▶ **Data**:
[Start of Attachment]

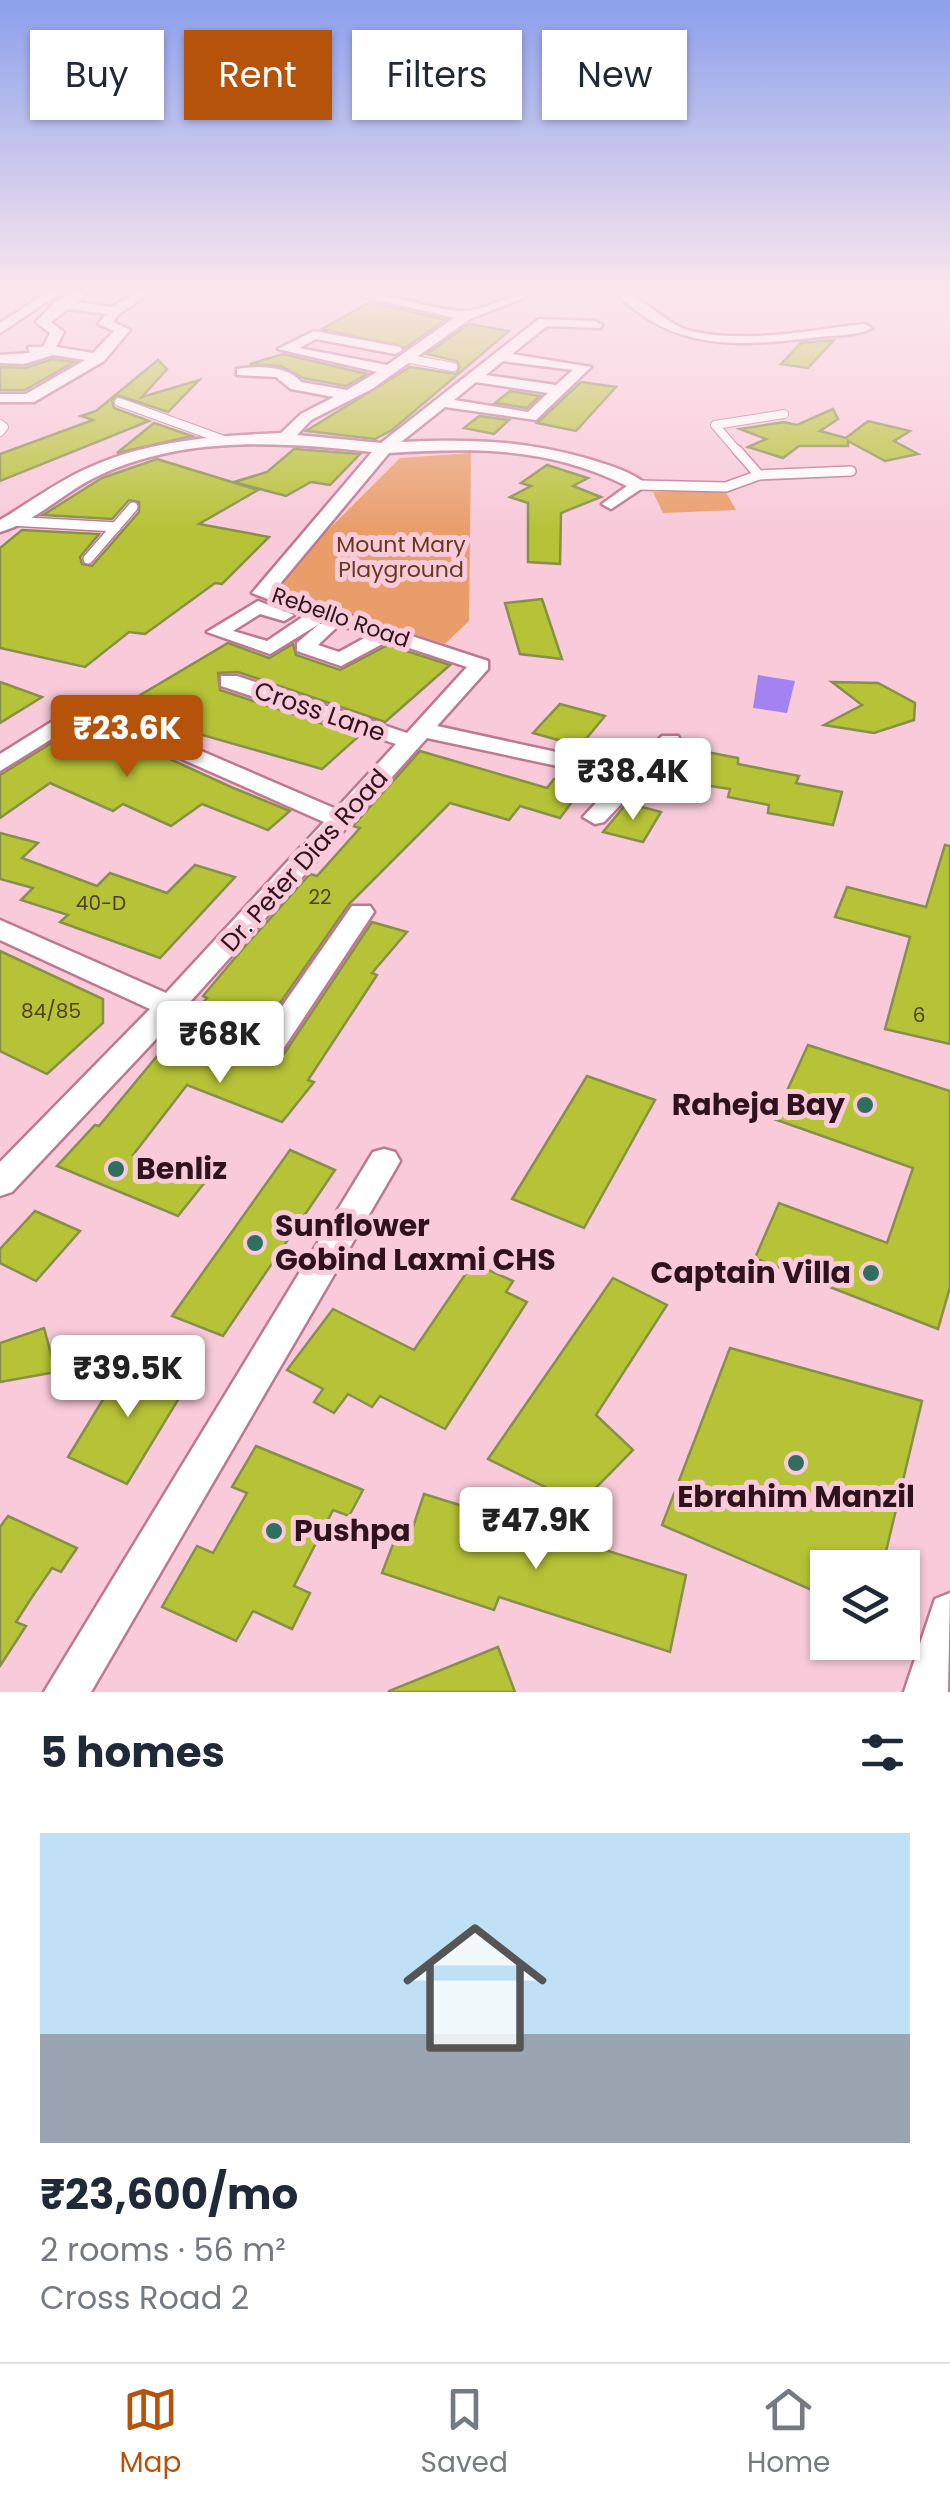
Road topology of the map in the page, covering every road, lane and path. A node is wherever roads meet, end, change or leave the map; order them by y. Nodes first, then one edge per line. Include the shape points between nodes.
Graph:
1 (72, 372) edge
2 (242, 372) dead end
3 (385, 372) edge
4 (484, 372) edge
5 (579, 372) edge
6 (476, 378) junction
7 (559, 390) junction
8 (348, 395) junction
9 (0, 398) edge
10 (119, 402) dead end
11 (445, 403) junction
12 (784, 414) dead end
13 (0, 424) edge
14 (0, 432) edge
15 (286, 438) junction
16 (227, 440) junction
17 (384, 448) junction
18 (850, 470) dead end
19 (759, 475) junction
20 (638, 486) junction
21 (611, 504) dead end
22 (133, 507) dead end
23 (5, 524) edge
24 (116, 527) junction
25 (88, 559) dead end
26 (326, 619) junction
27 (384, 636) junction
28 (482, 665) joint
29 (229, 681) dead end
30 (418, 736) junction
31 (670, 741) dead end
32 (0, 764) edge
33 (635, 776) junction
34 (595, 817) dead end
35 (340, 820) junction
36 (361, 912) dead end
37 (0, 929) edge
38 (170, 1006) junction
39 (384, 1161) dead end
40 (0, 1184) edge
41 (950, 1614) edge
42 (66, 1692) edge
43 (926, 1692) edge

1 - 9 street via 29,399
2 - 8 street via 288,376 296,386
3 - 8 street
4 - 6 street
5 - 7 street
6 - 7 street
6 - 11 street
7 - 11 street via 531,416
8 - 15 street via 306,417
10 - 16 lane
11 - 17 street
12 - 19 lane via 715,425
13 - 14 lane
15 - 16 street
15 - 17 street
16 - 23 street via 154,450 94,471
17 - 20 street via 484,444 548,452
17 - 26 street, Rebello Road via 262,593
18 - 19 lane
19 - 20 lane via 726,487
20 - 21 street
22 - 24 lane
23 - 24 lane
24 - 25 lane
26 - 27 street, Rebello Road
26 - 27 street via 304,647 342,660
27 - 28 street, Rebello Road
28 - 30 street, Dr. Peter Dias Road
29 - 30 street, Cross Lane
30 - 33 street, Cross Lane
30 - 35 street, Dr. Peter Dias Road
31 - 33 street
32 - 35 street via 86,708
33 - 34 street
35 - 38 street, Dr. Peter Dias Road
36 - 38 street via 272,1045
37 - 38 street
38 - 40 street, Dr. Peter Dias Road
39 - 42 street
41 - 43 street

[End of Attachment]
[Start of Attachment]

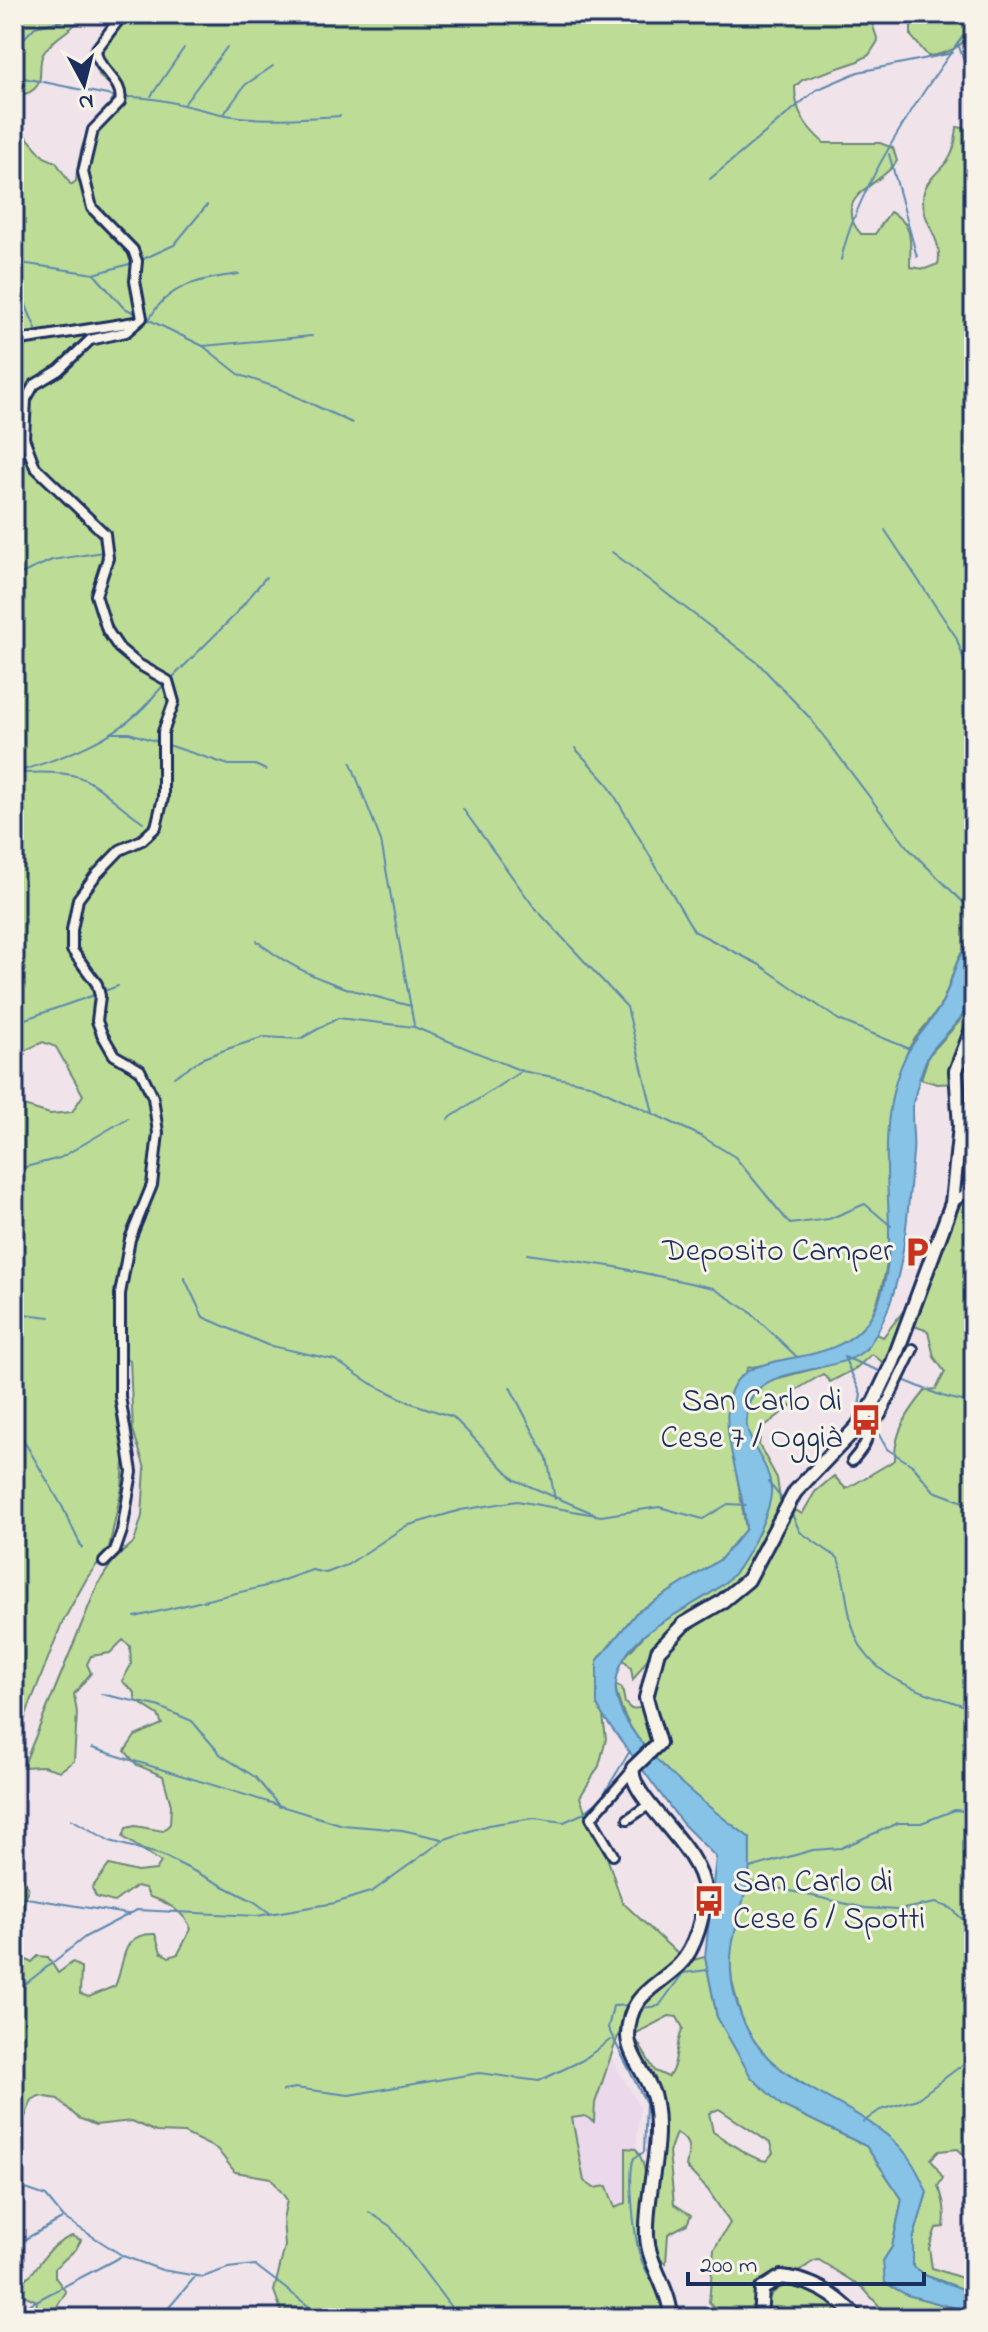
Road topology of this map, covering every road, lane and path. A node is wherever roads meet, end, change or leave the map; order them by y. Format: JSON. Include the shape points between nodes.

[End of Attachment]

▶ **Description of the task**:
Where in the records above does the word "path" appear? Copy each line that holds it.

▶ **Task solution**:
Road topology of the map in the page, covering every road, lane and path. A node is wherever roads meet, end, change or leave the map; order them by y. Nodes first, then one edge per line. Include the shape points between nodes.
Road topology of this map, covering every road, lane and path. A node is wherever roads meet, end, change or leave the map; order them by y. Format: JSON. Include the shape points between nodes.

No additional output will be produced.